_Task prompt_
Do any lines in the data below contain "bottom"? If so, copy every one of them.

*****

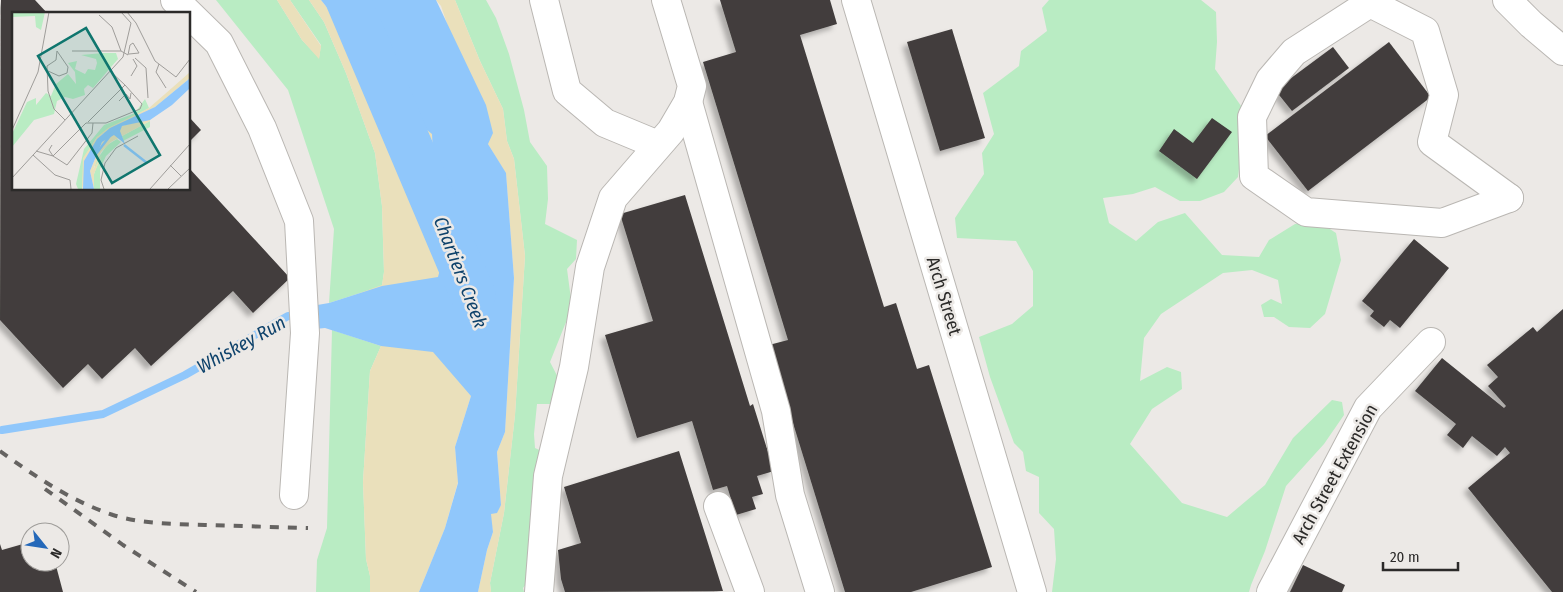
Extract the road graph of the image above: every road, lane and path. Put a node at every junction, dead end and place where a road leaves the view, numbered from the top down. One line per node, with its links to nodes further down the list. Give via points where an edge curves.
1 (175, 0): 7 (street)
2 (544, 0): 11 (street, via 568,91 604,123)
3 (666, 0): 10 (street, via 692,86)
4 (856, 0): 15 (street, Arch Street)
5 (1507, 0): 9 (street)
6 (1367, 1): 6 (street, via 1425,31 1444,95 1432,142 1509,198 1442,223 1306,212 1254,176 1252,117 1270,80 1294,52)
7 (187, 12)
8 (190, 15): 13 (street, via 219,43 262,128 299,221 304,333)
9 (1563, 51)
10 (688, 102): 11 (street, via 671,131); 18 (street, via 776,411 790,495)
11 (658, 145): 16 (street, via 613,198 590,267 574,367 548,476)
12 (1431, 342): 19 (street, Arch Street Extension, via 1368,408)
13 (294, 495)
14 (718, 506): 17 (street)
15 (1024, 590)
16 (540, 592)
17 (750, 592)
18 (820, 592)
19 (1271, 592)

*****

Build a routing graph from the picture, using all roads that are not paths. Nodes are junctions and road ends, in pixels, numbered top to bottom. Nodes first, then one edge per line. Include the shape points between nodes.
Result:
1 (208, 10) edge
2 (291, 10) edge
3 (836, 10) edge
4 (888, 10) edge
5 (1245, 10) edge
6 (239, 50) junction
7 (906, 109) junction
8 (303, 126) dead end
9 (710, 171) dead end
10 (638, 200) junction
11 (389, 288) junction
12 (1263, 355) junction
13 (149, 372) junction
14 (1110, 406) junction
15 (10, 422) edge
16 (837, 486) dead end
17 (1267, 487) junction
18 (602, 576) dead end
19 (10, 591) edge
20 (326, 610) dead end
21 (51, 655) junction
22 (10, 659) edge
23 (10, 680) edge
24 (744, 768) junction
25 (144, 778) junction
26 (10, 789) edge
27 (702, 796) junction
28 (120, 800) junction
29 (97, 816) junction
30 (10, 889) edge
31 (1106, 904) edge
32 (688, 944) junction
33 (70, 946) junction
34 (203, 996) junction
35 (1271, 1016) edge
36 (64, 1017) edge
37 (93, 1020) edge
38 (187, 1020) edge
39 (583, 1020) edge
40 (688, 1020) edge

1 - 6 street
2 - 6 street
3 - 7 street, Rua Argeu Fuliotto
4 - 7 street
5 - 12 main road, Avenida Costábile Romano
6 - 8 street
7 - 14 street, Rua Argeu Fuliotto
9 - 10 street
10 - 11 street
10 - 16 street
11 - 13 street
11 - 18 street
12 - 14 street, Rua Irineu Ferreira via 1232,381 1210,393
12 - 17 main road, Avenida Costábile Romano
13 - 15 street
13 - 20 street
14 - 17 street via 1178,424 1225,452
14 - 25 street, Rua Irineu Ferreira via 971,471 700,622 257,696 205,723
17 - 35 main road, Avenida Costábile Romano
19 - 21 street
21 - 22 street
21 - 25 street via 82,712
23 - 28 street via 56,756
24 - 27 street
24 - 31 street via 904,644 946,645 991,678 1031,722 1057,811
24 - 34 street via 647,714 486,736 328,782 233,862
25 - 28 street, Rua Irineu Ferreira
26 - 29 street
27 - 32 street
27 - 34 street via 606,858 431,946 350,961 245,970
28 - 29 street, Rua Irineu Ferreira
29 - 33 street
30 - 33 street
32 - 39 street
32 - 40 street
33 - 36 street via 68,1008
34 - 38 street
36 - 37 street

*****

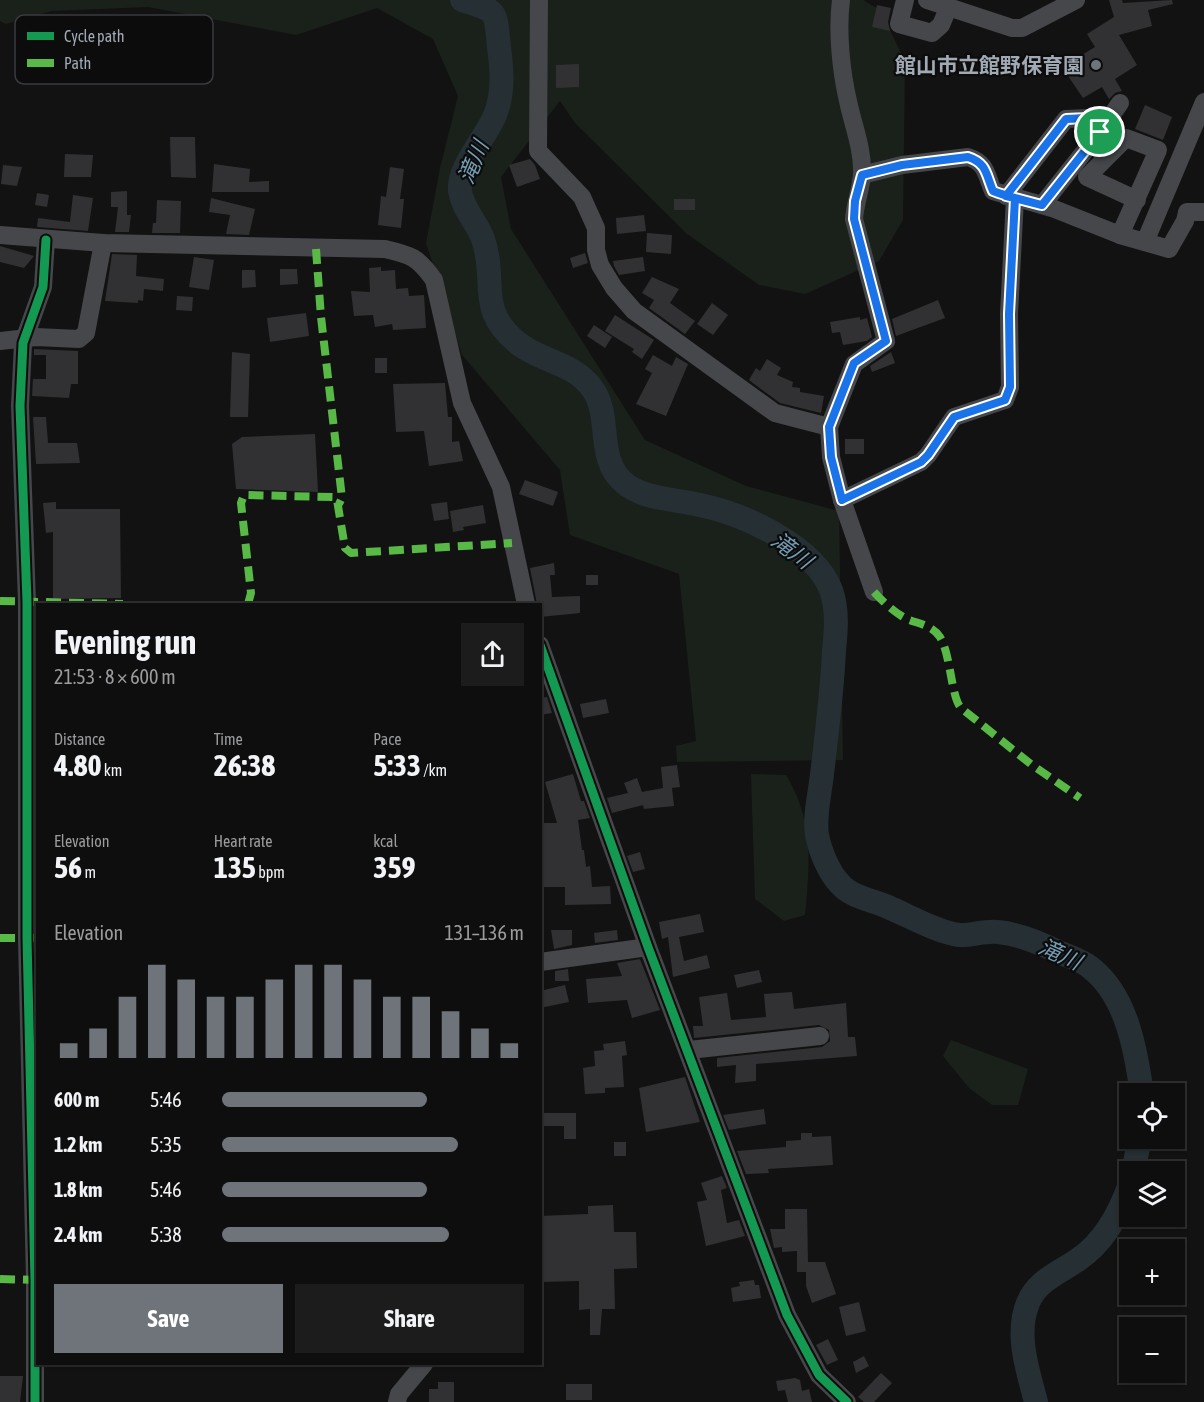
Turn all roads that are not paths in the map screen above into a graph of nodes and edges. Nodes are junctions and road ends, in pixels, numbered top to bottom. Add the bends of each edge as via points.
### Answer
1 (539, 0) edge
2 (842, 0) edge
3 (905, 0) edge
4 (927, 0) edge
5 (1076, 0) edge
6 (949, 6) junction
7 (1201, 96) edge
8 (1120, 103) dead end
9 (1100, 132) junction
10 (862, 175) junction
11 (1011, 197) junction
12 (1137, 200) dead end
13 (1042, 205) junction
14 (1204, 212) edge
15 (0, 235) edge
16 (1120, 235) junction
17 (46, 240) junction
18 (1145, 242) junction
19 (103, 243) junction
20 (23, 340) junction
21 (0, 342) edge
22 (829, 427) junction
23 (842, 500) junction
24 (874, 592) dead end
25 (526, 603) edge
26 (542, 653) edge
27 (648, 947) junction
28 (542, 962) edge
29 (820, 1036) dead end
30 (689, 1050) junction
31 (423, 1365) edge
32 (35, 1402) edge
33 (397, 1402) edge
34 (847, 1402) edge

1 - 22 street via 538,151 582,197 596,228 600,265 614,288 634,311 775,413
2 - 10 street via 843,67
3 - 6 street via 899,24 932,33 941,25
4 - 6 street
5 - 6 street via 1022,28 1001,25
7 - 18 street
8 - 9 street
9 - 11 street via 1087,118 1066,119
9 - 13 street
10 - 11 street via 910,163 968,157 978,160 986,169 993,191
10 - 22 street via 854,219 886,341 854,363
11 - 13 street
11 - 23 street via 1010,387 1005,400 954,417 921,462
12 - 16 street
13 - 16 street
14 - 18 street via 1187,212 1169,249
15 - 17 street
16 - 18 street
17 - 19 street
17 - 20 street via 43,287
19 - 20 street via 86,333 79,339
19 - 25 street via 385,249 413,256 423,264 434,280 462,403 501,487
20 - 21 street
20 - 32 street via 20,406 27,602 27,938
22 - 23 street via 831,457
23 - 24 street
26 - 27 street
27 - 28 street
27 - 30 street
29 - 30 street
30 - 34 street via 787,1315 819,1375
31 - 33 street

*****

_The answer_
Build a routing graph from the picture, using all roads that are not paths. Nodes are junctions and road ends, in pixels, numbered top to bottom. Nodes first, then one edge per line. Include the shape points between nodes.
Turn all roads that are not paths in the map screen above into a graph of nodes and edges. Nodes are junctions and road ends, in pixels, numbered top to bottom. Add the bends of each edge as via points.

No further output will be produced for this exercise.